Director-choreographer Michael Matthew Ferrell wowed audiences last year with his inspired staging of Hairspray for Artistry and odds are, given his brilliant track record, The Drowsy Chaperone will also deliver. He shares, “The Drowsy Chaperone does exactly what it’s intended to do. It offers us a brief escape from the real world and transports us to a rollicking 1920s Broadway musical comedy. Life-changing probably not, but an evening of pure joy…which is just what we could all use in these challenging times of violence and hate.”
Bars and Measures
Aug. 26–Oct. 9
Jungle Theater, 2951 Lyndale Ave., Minneapolis
With Sarah Rasmussen at the helm of the Jungle Theater as artistic director we are finally seeing, once again after a long dry spell, a stage that breathes with life. For too many years, the Jungle almost slogged into a combination of revivals of past productions of their own work, classic works already often produced at other theaters, and occasional newer plays that sometimes hit or missed.
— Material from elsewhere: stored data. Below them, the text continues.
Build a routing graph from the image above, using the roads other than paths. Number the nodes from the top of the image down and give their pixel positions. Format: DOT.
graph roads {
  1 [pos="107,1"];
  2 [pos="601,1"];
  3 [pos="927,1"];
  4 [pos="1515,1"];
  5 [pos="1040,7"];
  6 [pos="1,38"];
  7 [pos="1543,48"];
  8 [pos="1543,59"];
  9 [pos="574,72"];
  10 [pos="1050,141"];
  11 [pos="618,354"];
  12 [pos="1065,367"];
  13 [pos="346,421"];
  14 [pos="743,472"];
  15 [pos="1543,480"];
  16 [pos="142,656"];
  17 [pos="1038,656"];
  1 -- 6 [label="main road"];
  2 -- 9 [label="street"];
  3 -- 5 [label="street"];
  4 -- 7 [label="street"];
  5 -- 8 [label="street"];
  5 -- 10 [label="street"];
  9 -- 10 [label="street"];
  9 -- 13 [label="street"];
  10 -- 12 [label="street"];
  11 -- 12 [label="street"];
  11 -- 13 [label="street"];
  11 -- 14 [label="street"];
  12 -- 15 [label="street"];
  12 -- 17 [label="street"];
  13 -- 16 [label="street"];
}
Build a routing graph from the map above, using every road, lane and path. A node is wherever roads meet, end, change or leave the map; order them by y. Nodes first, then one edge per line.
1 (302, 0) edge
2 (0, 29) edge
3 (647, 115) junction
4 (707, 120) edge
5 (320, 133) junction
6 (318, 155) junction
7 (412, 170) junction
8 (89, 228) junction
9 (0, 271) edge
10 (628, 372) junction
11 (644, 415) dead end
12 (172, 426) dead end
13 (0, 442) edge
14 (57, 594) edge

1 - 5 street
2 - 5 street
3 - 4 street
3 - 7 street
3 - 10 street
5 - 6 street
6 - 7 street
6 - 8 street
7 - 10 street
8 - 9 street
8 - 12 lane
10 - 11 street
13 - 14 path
However, just this year we’ve seen Rasmussen’s own vibrant all-female revival of Shakespeare’s Two Gentlemen of Verona and an enthralling production of the groundbreaking gay-themed play, Le Switch, by Philip Dawkins and directed by Jeremy Cohen. To be clear, an artistic director doesn’t typically direct all shows at their theater, but they oversee play and director selections. This is everything. (And in the case of Rasmussen, as with the Guthrie’s new artistic director Joe Haj, she is a first-rate director in her own right.)
The upcoming show is one that clearly shows a departure from the old Jungle ossification. OBIE-winning director Marion McClinton makes his Jungle debut with a hot recent play by Idris Goodwin with a jazz score by the accomplished Justin Ellington. Two local favorites, Ansa Akyea (Huck Finn at CTC) and Darius Dotch (Colossal at Mixed Blood), play brothers Bilal and Eric. One plays classical piano, the other jazz bass. One is Christian, the other Muslim. One is in jail and one is not. Clearly, this is a play that beats to the issues that have been playing out in society today. A strong choice for the new Jungle.
Dr. Jekyll and Mr. Hyde
Sept. 9–Oct. 2
Theatre in the Round Players, 245 Cedar Ave., Minneapolis
Theatre in the Round Players is launching their 65th season. No theater within the city of Minneapolis proper has been around that long. Prolific and internationally acclaimed local playwright Jeffrey Hatcher’s adaptation of the Robert Louis Stevenson horror novel befits TRP’s long-standing commitment and high standard when dealing with classic material. This version of Dr. Jekyll and Mr. Hyde has one actor playing the good Dr. Jekyll while others play the darker and meaner sides of his disturbed personality. In a year when identity politics has become a lightning rod in a way that it has never before, this is a seminal work worth returning to. It examines the nature of identity at its most psychological level.